# Lib Tech T. Rice size



## Nolefan2011 (Mar 12, 2011)

I'd go with the 157. It's plenty stable, has great dampening (up there with Ride and a tad under NS), and from a swing weight perspective, the blunted tips help there. I have ridden a lot of boards, and it's honestly my favorite board. You can charge the heck out of it, but still have that freestyle side to the board.

I weigh 174 and am 5'11 for reference. It's perfect for me.


----------



## jbernste03 (Aug 20, 2012)

*i just got the t.rice pro HPq*

I just got the t.rice pro HP. Website messed up on price so I got it for the Non-HP price. I am 5'8 180, size 9.5 boot.. i got the 153 because Lib reps reccomended sizing down 3cm from what you normally ride if you are coming from a camber board. i rode a burton custom 156 before. To tell you the truth, in terms of length of the board, it seems like the 153 is very very close to the length of my old 156.. both come to right above my chin. I dont know if this rant is helping you at all but just my 2 cents. some companies measure length from tip to tip along the board and some are straight line end to end. my guess thats why my two boards seem to fall in the exact place when lining it up to me even though they are different sizes


----------



## kaka (Aug 28, 2012)

I should have mentioned that my last board was the TRS (BTX version, not the C2 version) and I love it for freestlye, but I do find it a bit soft at high speed. It's a 157cm, love the float in pow, but stability is the main issue I have with it. So if I get the 157 T. Rice, I'm worried that it be the same because the length would be the same. 

the TRS was a 6 on Lib's flex scale and the T. Rice is a 7, but does the fact that it has the C2 tech make it noticably more solid than the TRS pre-C2 version?


----------



## Nolefan2011 (Mar 12, 2011)

I can help you with that one. The TRS feels like a noodle compared with the T Rice. Demoed it last year, as well as the Attack Banana, and it goes: 

TRS - Attack Banana - T Rice.

I hate Lib's flex ratings, because if the TRS is a 6, the Rice should be a 9. Very stable board. 

In reality, I call the Rice a stiff flexing board, and the TRS is a mid / soft flexing board. Actually felt the Smokin Superpark was more stable board.


----------



## jbernste03 (Aug 20, 2012)

Do you guys know the weight ranges for the 153 or 157? I got the 153 and I'm alil concerned with it washing out when I'm movin. The 153 is perfect for my height which is 5'7 but after 6 years of college and a desk job I know have put on some pounds on I'm up to 180. I still have the oppurtunity to switch out the board for the bigger size.


----------



## Nolefan2011 (Mar 12, 2011)

I'm 174, and I have a 57. Perfect for going double black, and still fun to play around with on kickers. Not really a park board. If you sized down to a 53, it's going to lose it's stability for sure.


----------



## jbernste03 (Aug 20, 2012)

*size?*



Nolefan2011 said:


> I'm 174, and I have a 57. Perfect for going double black, and still fun to play around with on kickers. Not really a park board. If you sized down to a 53, it's going to lose it's stability for sure.

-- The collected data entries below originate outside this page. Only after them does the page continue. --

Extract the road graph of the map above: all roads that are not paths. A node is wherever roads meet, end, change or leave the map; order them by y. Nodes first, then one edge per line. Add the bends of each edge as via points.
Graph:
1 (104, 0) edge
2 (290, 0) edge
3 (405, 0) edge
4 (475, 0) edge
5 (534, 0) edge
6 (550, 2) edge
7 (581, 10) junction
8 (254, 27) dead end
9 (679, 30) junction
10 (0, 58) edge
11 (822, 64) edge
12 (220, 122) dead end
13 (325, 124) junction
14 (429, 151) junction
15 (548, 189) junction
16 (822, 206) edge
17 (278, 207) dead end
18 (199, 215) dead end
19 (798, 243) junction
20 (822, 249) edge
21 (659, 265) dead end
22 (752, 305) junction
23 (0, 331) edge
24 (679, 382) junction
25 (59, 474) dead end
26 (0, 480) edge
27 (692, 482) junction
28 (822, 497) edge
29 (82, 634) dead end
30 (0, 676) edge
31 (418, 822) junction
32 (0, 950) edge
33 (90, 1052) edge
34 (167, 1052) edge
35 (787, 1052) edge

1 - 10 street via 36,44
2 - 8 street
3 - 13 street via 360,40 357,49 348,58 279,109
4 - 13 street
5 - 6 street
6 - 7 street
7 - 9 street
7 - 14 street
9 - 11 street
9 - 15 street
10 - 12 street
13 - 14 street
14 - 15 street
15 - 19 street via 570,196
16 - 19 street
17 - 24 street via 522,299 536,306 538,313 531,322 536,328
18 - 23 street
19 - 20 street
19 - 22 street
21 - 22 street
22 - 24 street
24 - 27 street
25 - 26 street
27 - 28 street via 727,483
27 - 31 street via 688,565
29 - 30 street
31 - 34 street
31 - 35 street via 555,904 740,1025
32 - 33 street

I'm just afraid the 157 will be too long for me. I'm only 5'7". The 153 comes in between my chin and nose right now when compared to my height.


----------



## mjd (Mar 13, 2009)

go with the 157 if you're not sure.


----------



## kctahoe (Nov 14, 2010)

jbernste03 said:


> I'm just afraid the 157 will be too long for me. I'm only 5'7". The 153 comes in between my chin and nose right now when compared to my height.


Dont size your board based on your height, at 180 i would have went with the 157 personally.


----------



## Nolefan2011 (Mar 12, 2011)

Only way I'd ever size that down to a 53, is if I was going to use it in the park. But even then, I'd go softer on the board so it wouldn't matter. 

Get the 57


----------